Colaboração para o BOL

24/02/2019 12h51

Neste sábado, 23/2/2019, conflitos violentos marcaram a tentativa de entrada de ajuda humanitária para a Venezuela nas fronteiras com o Brasil e com a Colômbia, levantando a questão: por que um país rejeita ajuda internacional sabendo que sua população está passando fome? A resposta não é simples, e ajudamos a esclarecer o assunto nestas 10 questões.

  • Reuters

    Por que a Venezuela está recusando ajuda internacional?

    Resumidamente, o presidente da Venezuela, Nicolás Maduro, rejeita receber ajuda humanitária porque considera que isso seja um pretexto para uma intervenção militar dos Estados Unidos, ávidos pelo petróleo venezuelano. Enquanto isso, a população sofre com a hiperinflação e o desabastecimento causados, segundo os opositores, pela sua má gestão à frente do governo nos últimos seis anos. Maduro prefere administrar a crise a abrir mão da soberania do país que acha estar em risco

  • AFP

    Quem pediu ajuda internacional?

    Para resolver o problema do desabastecimento interno, onde faltam alimentos, remédios e itens de primeira necessidade, o presidente interino Juan Guaidó pediu ajuda humanitária internacional e garantiu sua entrada em território venezuelano. Porém Guaidó não tem apoio dos militares para garantir o acesso às fronteiras com Brasil e Colômbia, o que resultou nos conflitos desta semana

  • Reprodução/The Independent

    Por que aconteceu a crise de desabastecimento?

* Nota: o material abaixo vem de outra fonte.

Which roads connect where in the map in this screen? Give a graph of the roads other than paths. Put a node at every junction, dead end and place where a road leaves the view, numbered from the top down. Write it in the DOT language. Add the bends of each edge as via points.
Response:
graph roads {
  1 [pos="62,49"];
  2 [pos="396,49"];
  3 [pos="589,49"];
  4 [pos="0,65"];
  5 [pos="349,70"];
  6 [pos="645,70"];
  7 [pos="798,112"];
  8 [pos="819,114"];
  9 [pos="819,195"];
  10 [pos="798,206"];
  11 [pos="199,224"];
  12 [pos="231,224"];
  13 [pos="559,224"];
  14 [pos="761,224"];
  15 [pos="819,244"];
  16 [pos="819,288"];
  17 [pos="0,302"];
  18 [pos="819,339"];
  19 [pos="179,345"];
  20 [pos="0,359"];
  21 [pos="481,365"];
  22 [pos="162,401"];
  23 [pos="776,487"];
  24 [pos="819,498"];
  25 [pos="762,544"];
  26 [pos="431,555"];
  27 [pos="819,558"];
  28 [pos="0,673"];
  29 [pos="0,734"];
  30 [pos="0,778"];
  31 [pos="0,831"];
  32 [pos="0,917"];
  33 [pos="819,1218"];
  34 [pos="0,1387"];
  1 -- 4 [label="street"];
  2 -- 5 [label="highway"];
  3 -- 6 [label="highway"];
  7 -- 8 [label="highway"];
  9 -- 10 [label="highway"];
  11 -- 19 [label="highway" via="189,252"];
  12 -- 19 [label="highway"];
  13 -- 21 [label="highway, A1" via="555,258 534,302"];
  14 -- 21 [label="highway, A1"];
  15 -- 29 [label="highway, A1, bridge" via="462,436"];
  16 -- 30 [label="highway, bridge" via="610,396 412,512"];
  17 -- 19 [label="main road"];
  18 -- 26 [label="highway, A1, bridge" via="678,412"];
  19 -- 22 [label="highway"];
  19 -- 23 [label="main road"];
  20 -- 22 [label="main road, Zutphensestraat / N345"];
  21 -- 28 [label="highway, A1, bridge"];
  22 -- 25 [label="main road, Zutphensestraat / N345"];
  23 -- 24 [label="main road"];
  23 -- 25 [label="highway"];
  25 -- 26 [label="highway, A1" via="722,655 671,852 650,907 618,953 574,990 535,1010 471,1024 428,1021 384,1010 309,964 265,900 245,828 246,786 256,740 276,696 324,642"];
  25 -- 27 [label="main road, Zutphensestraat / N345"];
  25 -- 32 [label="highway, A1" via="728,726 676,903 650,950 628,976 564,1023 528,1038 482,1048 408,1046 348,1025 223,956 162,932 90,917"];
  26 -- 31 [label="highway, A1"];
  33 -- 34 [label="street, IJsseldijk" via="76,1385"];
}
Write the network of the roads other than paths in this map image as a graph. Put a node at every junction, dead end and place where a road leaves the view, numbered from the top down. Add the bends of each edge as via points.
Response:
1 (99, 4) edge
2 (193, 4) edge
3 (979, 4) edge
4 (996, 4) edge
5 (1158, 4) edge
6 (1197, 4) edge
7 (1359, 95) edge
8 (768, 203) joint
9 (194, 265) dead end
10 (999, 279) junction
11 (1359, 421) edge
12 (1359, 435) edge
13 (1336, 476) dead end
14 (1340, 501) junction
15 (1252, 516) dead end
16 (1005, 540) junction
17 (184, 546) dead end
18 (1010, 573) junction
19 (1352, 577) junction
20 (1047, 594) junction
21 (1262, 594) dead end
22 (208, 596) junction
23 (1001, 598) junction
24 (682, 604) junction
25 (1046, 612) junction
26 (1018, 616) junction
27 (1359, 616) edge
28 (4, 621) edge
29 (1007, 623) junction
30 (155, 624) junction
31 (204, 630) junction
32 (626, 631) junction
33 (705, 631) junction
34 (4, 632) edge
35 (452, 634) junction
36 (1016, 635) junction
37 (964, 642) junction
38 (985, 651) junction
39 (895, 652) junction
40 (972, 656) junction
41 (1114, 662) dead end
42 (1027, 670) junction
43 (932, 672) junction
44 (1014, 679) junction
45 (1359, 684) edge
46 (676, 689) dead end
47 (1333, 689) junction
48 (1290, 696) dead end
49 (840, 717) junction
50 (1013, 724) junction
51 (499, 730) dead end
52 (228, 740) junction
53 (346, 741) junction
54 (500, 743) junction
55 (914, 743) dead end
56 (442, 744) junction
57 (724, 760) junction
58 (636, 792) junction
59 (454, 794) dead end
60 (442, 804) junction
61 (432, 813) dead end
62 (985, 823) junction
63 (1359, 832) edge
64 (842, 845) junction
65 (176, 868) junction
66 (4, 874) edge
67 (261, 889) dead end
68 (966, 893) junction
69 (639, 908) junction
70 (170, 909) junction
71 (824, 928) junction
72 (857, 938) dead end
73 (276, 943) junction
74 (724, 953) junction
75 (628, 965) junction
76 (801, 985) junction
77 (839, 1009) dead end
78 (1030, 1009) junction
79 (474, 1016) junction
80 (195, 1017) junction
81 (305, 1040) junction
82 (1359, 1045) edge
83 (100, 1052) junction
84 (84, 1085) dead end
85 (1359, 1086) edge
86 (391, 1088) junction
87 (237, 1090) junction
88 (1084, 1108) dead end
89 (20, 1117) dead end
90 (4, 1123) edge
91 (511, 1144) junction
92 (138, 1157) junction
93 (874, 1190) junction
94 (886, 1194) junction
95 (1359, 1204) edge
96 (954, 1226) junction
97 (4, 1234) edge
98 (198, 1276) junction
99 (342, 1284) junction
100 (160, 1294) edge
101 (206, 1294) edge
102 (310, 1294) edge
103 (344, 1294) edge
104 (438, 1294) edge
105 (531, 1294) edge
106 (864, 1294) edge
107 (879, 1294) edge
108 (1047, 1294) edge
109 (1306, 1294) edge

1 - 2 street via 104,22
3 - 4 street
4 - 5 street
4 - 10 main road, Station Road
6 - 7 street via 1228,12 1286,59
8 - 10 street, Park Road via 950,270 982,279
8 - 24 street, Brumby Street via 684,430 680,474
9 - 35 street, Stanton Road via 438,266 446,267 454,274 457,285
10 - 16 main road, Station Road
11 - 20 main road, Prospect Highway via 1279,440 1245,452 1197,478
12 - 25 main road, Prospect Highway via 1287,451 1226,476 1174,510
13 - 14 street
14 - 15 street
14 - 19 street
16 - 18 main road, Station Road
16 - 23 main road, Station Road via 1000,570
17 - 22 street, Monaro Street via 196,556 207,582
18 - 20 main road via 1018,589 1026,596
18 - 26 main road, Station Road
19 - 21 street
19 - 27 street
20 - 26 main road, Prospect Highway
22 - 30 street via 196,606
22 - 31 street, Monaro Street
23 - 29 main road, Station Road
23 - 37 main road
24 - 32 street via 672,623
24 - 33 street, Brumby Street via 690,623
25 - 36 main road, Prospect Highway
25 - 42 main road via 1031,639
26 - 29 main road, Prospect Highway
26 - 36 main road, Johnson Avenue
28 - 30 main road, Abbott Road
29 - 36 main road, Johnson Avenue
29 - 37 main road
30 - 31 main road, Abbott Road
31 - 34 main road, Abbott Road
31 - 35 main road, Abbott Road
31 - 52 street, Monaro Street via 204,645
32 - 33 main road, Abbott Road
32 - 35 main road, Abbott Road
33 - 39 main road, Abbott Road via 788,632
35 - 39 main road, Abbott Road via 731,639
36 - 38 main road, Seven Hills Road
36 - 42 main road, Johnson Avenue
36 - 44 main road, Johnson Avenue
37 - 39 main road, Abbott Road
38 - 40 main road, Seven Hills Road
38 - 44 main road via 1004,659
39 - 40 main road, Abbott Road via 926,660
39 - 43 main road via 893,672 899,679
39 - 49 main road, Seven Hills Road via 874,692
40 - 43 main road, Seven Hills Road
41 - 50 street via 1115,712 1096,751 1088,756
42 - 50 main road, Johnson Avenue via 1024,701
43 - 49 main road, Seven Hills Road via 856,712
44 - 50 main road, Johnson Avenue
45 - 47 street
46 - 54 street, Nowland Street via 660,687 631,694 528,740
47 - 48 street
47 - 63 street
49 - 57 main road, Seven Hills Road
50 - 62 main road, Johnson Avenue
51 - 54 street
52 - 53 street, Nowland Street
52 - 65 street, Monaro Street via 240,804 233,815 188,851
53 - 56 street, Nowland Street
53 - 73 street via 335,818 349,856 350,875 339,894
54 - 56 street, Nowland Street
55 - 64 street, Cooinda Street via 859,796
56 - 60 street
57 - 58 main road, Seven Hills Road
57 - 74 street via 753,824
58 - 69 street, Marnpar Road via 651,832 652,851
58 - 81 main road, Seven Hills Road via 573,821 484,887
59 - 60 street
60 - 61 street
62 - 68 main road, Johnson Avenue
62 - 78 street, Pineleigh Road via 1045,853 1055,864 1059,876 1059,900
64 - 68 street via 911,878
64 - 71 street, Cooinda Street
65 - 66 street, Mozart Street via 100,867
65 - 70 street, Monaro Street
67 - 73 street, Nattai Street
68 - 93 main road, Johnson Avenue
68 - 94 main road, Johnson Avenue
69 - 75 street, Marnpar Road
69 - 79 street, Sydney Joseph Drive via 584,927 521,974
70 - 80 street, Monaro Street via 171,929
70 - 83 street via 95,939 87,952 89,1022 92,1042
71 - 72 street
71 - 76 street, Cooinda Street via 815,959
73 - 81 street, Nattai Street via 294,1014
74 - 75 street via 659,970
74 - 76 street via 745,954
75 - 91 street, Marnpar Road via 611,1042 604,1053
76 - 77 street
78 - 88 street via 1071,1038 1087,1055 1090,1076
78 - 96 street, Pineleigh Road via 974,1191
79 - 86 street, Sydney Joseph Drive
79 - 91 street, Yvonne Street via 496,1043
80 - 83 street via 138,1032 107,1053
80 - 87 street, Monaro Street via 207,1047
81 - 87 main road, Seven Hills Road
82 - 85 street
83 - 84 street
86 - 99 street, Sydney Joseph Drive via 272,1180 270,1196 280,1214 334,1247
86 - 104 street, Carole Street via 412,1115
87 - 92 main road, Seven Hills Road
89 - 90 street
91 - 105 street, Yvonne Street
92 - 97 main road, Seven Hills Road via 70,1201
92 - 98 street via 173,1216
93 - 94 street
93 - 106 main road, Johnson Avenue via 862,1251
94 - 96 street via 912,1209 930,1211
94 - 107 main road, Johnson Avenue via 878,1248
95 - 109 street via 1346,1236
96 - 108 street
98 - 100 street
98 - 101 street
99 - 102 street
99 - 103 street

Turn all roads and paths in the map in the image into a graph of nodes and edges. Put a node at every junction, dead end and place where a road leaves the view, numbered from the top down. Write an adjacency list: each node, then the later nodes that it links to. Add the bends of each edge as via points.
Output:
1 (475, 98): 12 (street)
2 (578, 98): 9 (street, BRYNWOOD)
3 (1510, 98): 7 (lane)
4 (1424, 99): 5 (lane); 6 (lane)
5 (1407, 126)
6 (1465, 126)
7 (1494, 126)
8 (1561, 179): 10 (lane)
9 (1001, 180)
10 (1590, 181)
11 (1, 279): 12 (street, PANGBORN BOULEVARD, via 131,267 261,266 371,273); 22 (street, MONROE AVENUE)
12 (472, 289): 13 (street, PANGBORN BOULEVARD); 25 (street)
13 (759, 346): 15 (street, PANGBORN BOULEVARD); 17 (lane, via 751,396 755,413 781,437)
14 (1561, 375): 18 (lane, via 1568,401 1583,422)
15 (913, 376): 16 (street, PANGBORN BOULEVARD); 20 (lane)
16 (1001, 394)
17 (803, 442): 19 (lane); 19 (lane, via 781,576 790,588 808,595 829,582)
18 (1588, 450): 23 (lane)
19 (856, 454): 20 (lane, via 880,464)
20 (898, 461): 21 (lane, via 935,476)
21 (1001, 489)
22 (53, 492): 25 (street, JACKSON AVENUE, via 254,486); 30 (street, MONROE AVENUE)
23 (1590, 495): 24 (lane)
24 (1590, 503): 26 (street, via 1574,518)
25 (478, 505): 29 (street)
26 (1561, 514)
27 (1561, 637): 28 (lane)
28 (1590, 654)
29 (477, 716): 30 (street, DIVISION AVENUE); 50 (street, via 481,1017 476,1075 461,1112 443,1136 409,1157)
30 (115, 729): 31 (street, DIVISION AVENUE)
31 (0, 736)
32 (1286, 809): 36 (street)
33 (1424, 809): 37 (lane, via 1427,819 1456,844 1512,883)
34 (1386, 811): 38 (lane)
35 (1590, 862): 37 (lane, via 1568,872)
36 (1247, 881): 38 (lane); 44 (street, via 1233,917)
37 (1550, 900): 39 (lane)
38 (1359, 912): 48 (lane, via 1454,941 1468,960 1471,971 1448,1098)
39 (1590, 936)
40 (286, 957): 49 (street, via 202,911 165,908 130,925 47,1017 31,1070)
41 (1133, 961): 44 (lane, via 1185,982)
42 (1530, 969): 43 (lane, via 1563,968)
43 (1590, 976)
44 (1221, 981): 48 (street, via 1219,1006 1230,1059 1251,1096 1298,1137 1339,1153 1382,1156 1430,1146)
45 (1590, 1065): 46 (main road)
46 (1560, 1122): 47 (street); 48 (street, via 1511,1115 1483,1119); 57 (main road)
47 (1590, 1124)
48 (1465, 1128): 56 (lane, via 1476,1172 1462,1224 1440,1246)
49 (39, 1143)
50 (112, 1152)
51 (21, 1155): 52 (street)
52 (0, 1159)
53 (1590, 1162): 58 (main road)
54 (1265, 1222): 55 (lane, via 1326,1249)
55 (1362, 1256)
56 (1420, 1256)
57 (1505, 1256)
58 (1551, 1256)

    Maduro e seus aliados atribuem o desabastecimento às barreiras comerciais e ameaças impostas pelos Estados Unidos a quem tentar ajudar o país. Os opositores atribuem toda a responsabilidade pelo problema à má gestão de Maduro

  • Reprodução/Político

    Por que a Venezuela tem dois presidentes?

    Nicolás Maduro foi eleito para seu segundo mandato em maio de 2018, mas a oposição boicotou a eleição, gerando uma abstenção às urnas de 54%, o que fez de Maduro um presidente eleito com 75% de rejeição da população. No dia seguinte, o presidente americano, Donald Trump, proíbiu cidadãos de seu país a investir na Venezuela. A partir daí, diversos países começaram a anunciar sanções econômicas contra a Venezuela - que na prática já vinham ocorrendo desde o ano anterior -, até que o secretário-geral da Organização dos Estados Americanos - OEA, declarou não reconhecer Nicolás Maduro como presidente da Venezuela. Finalmente, Maduro toma posse em 10 de janeiro de 2019. Em 23 de janeiro, o presidente da Assembleia Nacional, Juan Guaidó (foto), se autoproclamou presidente da Venezuela, piorando a crise política do país. Para que um presidente assuma suas funções, é convencionado que ele precisa ser reconhecido pela comunidade internacional. Apenas 30 minutos após a autodeclaração de Guaidó, os Estados Unidos o reconheceram como mandatário da Venezuela. Em seguida, Canadá, Brasil, Colômbia e Peru reconheceram o novo presidente interino. Maduro continua como presidente "oficial", com apoio das forças armadas e de parte da população

  • Reprodução/Vox

    EUA x Venezuela: o que está em jogo?

    Os Estados Unidos acreditam que precisam garantir a democracia na Venezuela propondo o fim da ditadura de Nicolás Maduro. Por outro lado, Maduro tem convicção de que os EUA só estão interessados em abocanhar o petróleo venezuelano. O país tem a maior reserva petrolífera do mundo, mas está enfrentando dificuldades para sua extração e posterior abastecimento do mercado internacional

  • Reprodução/Andre Coelho/Bloomberg

    Por que a população está fugindo da Venezuela?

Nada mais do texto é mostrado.